[Extracted data entries]
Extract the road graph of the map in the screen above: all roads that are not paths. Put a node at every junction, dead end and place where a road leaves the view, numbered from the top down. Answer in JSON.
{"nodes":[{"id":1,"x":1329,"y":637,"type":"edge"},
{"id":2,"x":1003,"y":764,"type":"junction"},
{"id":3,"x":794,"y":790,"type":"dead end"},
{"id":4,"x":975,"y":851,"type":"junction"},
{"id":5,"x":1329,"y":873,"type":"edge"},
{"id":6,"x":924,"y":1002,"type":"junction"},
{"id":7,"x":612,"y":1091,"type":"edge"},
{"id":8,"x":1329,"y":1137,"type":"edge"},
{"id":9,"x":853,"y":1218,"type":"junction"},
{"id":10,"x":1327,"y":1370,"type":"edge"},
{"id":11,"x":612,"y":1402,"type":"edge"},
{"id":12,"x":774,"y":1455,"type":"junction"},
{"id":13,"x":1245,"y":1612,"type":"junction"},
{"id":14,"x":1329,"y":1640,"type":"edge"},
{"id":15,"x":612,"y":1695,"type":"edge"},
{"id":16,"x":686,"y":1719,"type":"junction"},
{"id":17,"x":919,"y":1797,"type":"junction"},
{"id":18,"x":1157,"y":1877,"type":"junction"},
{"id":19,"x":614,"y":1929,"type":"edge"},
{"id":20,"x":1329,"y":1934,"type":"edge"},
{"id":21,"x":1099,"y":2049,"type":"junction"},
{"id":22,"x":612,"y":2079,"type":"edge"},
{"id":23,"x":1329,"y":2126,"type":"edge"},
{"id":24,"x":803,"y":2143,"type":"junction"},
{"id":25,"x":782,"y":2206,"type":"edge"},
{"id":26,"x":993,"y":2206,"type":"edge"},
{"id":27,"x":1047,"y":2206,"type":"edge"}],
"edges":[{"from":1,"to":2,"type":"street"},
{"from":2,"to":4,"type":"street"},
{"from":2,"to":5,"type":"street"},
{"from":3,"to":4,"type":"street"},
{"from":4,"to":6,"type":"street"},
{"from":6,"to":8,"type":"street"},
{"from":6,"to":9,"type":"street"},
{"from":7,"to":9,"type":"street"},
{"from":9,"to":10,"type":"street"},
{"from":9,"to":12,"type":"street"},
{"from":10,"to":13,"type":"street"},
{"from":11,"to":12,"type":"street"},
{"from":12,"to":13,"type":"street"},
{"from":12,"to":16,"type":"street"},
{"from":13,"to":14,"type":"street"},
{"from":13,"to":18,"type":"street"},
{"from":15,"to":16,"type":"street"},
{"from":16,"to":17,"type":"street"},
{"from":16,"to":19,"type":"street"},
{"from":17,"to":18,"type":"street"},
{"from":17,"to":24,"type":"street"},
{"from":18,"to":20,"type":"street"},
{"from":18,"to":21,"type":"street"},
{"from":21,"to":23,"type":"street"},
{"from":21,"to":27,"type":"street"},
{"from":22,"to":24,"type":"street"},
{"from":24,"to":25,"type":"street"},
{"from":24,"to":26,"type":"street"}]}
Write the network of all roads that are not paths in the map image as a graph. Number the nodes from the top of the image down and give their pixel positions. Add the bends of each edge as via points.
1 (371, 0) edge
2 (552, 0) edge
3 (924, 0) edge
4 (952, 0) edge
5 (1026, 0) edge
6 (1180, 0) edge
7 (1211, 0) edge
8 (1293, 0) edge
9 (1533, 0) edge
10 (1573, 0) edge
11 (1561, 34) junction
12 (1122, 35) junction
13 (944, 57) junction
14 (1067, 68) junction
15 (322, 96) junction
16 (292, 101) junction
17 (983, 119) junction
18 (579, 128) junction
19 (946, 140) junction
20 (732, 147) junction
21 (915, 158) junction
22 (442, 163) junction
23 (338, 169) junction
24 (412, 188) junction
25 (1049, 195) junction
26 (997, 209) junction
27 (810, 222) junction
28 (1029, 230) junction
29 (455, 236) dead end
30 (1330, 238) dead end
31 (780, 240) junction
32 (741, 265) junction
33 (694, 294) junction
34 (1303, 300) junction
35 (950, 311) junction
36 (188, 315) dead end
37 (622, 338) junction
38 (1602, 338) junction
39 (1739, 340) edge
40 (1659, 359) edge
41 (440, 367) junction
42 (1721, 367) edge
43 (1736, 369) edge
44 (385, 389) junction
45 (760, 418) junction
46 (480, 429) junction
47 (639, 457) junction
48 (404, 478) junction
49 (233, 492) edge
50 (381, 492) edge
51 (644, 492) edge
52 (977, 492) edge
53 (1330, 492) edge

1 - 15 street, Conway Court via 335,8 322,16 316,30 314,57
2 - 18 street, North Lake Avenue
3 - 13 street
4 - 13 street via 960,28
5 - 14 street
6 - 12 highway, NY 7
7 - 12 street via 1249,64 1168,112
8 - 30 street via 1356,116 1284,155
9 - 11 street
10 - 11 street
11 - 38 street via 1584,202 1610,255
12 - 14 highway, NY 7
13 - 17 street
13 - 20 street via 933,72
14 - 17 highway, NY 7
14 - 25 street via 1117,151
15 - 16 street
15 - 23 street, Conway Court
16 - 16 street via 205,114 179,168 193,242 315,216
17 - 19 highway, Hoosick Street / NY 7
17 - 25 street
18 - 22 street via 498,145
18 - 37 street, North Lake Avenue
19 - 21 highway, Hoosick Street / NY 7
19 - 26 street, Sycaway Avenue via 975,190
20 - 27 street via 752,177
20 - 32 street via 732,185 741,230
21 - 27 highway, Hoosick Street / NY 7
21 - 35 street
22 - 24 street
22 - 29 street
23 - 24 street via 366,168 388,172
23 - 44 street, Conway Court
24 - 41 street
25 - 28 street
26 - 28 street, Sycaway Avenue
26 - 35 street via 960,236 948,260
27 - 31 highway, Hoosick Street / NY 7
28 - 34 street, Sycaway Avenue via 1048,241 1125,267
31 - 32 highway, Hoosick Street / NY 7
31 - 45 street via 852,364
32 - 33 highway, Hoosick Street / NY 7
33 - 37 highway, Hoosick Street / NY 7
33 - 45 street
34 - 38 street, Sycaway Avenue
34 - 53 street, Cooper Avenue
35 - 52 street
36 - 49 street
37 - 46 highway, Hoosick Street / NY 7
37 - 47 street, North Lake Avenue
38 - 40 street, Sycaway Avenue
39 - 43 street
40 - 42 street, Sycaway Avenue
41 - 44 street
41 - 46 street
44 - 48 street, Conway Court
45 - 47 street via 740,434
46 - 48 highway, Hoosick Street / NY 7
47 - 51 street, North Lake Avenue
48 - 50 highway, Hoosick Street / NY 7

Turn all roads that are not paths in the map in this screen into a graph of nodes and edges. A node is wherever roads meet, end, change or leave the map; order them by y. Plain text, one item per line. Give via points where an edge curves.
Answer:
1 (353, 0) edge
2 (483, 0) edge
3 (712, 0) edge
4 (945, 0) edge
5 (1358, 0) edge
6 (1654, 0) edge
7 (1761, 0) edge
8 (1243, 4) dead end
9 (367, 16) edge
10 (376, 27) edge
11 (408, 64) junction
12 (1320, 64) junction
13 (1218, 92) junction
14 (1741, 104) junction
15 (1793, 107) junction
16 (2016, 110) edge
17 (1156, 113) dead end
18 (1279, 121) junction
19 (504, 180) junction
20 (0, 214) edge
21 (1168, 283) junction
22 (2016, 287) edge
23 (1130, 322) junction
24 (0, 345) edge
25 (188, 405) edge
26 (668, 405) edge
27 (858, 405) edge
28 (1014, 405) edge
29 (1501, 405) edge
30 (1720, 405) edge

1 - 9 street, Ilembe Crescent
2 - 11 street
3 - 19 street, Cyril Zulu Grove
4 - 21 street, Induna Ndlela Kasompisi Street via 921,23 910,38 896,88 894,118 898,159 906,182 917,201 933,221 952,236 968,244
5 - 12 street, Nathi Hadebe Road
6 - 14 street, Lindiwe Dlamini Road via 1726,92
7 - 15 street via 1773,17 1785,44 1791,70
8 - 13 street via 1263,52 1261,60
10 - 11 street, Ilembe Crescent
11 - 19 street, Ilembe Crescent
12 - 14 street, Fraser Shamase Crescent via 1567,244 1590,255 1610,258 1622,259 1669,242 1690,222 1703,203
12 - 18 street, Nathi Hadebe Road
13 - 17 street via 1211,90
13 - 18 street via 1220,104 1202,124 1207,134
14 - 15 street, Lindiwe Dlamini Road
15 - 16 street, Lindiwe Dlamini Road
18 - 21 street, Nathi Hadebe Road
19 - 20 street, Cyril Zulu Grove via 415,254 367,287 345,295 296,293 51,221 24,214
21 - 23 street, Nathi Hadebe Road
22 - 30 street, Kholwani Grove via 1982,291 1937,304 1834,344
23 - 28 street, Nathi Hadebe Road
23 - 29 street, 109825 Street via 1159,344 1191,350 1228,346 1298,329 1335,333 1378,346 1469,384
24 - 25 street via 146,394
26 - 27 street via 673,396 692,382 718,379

:: Exercise details ::
A single number is expected: how many lines in the entries contain "North".

:: Answer to this exercise ::
4